La Vista es un microclima fantasma. No se ve movimiento. Ahí los que se quedan en casa ven cuadros de Sergio Hernández, algunos Tamayos y muchas, pero muchas esculturas megalómanas de Marín y horrendos Timoteos. Esas cabezas de medusa comienzan a hablarles a sus dueños, pero los dueños no escuchan: están pegados al Netflix, viendo porno tailandés, o bebiendo Margaux para sobrellevar el lastre de vivir soledades tan bien acompañadas.

Vivo en la frontera. A veces creo que mi esencia pertenece a ciudad tinaco, en donde la luz es ámbar porque no se pueden dar el lujo de comprar focos LEDS, con esa fría luz blanca de tlapalería que tanto les gusta a los ricos con buenas conciencias ecológicas.

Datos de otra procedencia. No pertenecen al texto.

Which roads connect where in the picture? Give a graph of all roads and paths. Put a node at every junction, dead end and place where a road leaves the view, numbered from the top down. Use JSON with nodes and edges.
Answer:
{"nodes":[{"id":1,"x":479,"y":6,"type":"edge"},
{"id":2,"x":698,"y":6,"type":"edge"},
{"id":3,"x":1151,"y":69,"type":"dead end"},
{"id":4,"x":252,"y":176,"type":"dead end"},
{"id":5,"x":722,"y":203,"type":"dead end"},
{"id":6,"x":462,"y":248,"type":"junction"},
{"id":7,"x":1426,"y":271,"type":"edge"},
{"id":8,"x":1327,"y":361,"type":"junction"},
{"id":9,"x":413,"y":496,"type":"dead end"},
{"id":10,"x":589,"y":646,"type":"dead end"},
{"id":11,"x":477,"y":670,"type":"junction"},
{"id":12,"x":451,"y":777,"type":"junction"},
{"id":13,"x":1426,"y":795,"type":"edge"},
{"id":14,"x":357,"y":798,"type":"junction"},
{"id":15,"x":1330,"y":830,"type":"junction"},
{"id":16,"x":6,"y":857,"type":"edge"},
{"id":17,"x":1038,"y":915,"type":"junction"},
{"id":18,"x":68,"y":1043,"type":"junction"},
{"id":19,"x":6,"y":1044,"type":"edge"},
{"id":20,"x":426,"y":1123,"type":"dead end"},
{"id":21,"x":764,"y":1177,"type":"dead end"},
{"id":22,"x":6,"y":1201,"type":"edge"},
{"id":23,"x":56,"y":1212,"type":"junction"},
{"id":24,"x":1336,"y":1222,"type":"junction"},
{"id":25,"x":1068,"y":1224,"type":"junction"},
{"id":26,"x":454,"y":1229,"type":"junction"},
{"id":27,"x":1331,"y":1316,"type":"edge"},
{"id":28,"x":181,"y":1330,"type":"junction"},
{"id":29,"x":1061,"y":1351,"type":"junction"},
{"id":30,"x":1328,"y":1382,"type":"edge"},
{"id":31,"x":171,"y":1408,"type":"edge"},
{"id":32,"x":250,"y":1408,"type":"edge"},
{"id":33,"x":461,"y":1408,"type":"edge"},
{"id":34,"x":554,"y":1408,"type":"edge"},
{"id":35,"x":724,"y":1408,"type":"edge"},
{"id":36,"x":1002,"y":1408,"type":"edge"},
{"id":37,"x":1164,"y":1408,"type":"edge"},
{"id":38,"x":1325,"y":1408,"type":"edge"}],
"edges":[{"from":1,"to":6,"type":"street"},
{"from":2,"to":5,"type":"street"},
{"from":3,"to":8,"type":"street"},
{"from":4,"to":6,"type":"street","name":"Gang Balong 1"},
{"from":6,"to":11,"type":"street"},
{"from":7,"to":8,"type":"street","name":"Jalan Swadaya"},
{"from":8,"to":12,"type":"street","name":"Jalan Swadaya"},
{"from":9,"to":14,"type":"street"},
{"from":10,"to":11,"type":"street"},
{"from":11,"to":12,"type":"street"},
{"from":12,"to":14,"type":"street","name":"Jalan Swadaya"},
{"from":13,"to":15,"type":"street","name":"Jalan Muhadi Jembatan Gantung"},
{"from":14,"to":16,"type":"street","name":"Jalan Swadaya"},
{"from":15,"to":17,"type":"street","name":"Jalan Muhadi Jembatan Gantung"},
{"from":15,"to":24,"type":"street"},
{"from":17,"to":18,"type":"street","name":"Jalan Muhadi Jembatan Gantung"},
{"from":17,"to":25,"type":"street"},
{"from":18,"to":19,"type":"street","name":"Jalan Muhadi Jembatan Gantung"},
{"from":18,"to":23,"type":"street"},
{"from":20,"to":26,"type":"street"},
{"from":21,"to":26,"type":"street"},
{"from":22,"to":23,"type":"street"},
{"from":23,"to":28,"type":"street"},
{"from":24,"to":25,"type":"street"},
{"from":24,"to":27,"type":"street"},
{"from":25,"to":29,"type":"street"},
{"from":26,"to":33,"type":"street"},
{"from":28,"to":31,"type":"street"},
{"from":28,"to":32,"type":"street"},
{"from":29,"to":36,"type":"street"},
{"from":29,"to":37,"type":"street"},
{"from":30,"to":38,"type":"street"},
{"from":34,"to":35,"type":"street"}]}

Mi edificio es uno de los más altos de la ciudad, pero no tanto como el que sigue a continuación, que está ya dentro de La Vista. En ese edifico hay una cancha de tenis que hoy está más desierta que una cantina sin botellas.

El virus que llegó de oriente no es un bicho elitista, pero en mi frontera se ve como si lo fuera.

Los del lado de los volcanes tienen el privilegio de manejar sus empresas desde dispositivos electrónicos. Están preocupados, claro, porque pierde más el que más tiene; sé de algunos vecinos de allí dentro que juegan a la bolsa y otros que llegan con bolsas negras de basura llenas de billetes que le han pepenado al erario.

Pero se cuidan con sofisticadas máscaras que piden en Amazon, ordenan el súper por internet y sólo esperan ansiosos a que se levante el arresto domiciliario para volver al campo, verde como una esmeralda Cartier, y seguir jugando; para comentar el cambio que se obró en ellos durante la pandemia, o  anunciar su inminente divorcio, o para rematar esas esculturas monstruosas que comenzaron a hablar cuando no podían salir de sus mansiones blindadas.

Vivo en la frontera y desgraciadamente sólo soy una observadora pasiva de lo que pasa en Ciudad Tinaco porque pertenezco más al otro lado: al que se permite sitiarse pidiendo de comer por Uber Eats. No soy rica, pero tampoco soy pobre. El departamento no es mío, sin embargo, no he faltado en el pago de la renta. No bebo Margaux, pero tengo siempre una reserva de vodka por si el pánico me ataca.

Mi perrita extraña sus visitas al parque, pero la saco a pasear a los jardines del fraccionamiento. Lizzy añora  ir al otro lado de la frontera, en donde los solovinos barbajanes y sexis le chiflan y ella hace un despliegue de simpatía con robustos afganos que llevan los jipis chic que viven en el barrio alto.

Este virus llegó para estamparnos en la cara la realidad; en la Ciudad de México el metro Pantitlán sigue abarrotándose de gente, con y sin máscara, que teme enfermarse, pero teme más no tener unos pesos para llevar el pan a sus mesas, y van en busca de otro tipo de felicidad, mientras que los habitantes de Santa Fe pasan por alto su infelicidad porque el tedio es una enfermedad demasiado grave para figurar en su menú de agonías incurables.

El presidente aconseja encomendarse a Diosito o a un santo de nuestra confianza; pero también en la escena celestial  hay beatos y santos clase A y clase B. En mi frontera se nota quién se encomienda a San Charbel, patrono de los hayes, y quiénes le rezan al santo niño doctor o la virgen de Juquila.

El cielo no está exento de los ángeles reaccionarios.

Desde mi frontera, en las horas más bajas, cuando se encienden las luces ámbar, concluyo que nuestra especie es un desafortunado accidente de la arcilla, pero sin darnos cuenta nos revolvemos en un fango unánime, y sea cual sea la ruta de escape tras la pandemia, todos los pasos dejarán huellas de lodo.